Good luck - be clear on your boundaries and never feel pressured - I'm sure you'll find your person eventually, even if it takes a while.

Garlicking · 04/03/2024 16:13

I've only 'held out' once. I didn't really interrogate myself on this, just went with my instincts. He was very attractive and ticked all the boxes as far as I could tell. After six months I still wasn't comfortable with the idea, so I binned him. There were some red flags that only became apparent after several months and, while I still could have converted the relationship to 'mainly sex', it didn't feel right after all that time.

So I guess I'm saying I can see the point in waiting, especially when you're focused on finding a good long-term partner. No idea whether you should put it on your profile, but of course it's best to be upfront as soon as possible. Good luck!
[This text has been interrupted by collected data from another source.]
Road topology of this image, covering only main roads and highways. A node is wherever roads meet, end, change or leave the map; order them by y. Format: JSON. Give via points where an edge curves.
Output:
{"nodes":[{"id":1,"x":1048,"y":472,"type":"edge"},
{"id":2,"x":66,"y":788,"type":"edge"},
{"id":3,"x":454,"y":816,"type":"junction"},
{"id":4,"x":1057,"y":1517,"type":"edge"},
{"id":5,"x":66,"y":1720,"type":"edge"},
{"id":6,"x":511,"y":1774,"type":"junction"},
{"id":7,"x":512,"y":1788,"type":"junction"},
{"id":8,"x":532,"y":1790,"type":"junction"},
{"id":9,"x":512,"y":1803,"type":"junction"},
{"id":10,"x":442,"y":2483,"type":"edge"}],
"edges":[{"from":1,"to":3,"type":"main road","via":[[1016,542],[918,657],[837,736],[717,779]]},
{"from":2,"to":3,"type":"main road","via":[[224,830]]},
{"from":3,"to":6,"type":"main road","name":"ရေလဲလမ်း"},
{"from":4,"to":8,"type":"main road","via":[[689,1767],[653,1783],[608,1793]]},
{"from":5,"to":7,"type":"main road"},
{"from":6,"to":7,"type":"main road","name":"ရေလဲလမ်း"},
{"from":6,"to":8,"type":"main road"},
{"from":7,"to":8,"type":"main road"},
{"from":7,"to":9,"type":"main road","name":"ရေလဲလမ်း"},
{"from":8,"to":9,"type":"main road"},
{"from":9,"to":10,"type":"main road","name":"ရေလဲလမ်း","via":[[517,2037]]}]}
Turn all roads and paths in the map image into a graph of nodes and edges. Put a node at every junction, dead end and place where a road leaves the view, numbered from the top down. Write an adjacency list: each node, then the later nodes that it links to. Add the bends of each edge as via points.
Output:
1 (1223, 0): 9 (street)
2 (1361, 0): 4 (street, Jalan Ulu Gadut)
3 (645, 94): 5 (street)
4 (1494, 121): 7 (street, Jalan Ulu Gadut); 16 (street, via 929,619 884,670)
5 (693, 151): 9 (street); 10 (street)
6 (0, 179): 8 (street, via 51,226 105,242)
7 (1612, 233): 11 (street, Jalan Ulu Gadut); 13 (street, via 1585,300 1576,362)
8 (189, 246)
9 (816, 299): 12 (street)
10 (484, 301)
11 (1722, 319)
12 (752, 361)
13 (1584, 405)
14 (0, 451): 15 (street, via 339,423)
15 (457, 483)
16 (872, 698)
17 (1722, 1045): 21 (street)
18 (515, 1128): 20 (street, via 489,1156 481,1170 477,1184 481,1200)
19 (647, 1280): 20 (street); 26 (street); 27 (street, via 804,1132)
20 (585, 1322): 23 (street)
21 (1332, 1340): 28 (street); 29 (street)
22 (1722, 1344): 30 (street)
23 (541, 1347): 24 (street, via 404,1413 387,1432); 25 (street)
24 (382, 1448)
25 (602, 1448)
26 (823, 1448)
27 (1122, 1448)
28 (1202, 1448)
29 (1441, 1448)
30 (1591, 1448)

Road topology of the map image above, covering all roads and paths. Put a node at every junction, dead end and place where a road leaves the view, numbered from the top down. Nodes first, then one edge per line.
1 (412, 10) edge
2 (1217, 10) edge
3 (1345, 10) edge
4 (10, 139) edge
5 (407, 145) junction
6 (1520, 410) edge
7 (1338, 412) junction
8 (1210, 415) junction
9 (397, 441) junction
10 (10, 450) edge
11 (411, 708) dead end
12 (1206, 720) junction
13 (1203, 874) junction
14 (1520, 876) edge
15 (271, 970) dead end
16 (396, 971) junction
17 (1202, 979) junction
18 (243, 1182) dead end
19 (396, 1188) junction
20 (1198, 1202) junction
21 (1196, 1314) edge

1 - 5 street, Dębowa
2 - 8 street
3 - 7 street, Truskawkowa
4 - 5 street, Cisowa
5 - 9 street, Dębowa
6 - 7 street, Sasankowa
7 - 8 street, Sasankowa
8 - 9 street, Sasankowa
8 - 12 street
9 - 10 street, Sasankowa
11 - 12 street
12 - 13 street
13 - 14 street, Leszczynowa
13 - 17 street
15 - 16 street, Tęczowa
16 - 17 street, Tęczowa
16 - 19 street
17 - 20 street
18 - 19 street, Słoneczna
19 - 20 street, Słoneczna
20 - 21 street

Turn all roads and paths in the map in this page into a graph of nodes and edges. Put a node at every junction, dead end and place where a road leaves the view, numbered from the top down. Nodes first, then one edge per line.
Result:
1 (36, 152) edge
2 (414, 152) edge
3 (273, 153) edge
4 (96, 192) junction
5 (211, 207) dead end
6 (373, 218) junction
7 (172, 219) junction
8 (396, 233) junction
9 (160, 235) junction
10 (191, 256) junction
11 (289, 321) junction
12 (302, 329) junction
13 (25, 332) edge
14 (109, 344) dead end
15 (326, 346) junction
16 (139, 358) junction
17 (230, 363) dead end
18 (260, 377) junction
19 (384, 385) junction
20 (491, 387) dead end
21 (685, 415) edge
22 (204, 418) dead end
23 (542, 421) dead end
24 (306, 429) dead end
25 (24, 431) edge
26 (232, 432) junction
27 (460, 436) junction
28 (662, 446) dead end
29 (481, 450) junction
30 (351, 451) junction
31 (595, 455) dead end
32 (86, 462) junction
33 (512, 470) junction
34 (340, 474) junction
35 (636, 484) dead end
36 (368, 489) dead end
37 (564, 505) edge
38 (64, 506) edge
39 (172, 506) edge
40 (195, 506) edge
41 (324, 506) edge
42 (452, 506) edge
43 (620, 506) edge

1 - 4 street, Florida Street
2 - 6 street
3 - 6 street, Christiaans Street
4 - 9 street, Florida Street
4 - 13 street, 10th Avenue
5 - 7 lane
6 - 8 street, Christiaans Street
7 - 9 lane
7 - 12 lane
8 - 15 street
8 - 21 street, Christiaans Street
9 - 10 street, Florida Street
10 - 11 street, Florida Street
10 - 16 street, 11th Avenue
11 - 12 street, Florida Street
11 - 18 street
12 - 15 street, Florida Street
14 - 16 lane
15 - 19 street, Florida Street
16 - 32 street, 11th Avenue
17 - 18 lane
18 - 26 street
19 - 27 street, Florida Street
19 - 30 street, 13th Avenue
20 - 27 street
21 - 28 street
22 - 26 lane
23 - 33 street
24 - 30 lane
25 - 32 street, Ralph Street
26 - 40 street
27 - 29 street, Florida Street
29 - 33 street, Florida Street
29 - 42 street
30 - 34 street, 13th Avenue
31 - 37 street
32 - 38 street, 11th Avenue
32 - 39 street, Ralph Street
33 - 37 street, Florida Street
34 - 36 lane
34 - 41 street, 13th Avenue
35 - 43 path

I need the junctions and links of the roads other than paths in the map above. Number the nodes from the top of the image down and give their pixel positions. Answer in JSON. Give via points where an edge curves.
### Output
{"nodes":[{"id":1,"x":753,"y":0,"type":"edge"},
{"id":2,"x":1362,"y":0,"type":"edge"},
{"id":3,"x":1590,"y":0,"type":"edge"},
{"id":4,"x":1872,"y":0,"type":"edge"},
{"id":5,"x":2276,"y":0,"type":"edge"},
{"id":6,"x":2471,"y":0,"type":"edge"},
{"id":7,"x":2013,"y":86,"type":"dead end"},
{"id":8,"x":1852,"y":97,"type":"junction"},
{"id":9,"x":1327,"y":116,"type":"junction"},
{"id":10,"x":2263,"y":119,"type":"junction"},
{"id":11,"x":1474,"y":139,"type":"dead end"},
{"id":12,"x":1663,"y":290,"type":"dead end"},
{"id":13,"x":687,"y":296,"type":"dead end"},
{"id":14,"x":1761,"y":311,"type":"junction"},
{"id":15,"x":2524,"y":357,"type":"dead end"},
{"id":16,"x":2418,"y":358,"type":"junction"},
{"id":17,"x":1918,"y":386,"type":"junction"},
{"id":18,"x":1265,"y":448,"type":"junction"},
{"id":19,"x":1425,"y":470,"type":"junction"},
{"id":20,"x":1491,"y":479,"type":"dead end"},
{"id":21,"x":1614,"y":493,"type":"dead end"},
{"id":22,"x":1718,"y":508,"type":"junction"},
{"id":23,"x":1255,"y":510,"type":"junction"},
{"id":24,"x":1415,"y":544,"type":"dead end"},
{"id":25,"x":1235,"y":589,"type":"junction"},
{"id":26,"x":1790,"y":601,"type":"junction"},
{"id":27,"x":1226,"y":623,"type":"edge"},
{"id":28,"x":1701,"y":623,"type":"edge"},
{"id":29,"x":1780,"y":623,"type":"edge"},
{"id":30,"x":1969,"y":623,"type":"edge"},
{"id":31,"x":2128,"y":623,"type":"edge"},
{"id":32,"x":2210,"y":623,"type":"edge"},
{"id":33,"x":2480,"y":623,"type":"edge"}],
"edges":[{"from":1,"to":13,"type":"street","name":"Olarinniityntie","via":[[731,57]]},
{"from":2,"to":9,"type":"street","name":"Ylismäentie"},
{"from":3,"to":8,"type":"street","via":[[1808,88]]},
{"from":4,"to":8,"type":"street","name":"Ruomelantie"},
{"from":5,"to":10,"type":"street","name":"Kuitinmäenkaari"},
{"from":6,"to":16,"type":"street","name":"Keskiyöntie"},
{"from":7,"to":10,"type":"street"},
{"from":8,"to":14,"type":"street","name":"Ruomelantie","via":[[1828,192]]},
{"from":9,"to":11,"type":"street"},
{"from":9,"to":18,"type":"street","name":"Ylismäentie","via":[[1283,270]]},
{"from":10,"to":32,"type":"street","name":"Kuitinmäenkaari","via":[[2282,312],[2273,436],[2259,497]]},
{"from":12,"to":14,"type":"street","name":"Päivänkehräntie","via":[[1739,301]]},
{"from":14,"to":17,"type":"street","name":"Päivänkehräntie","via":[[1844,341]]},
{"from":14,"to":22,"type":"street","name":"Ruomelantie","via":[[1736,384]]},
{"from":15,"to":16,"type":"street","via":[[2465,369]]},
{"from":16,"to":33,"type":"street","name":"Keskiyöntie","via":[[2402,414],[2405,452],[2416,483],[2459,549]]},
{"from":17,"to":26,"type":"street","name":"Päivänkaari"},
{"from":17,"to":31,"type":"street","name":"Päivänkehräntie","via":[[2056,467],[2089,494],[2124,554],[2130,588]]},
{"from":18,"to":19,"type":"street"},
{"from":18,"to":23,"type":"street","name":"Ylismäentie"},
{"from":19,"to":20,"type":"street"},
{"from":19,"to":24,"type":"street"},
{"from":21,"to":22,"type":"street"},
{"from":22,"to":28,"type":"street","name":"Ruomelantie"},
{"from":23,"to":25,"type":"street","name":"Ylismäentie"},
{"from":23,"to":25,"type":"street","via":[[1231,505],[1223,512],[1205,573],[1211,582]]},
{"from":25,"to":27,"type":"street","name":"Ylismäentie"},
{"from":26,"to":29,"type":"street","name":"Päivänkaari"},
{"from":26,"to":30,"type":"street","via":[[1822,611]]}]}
namechange711 · 04/03/2024 17:11

Thank you so much everyone. Reading some of the stories has helped me quite a lot.

I had the impression that sex was expected to be to be on the cards early on. Your posts have certainly made me feel better.💐

OP posts:
EmpressSoleil · 04/03/2024 17:25

I agree with others about not putting it on your profile. In fact I wouldn't make a thing out of it at all. For all the reasons already stated. But I would also add, that there are men with low sex drives and/or performance issues. That will hope you fall for them before you find out. And you may not want sex straight away but presumably you want it at some point! You don't want to be in deep feelings wise then find out the sex is rubbish or non existent. Yes, I am saying this from personal experience!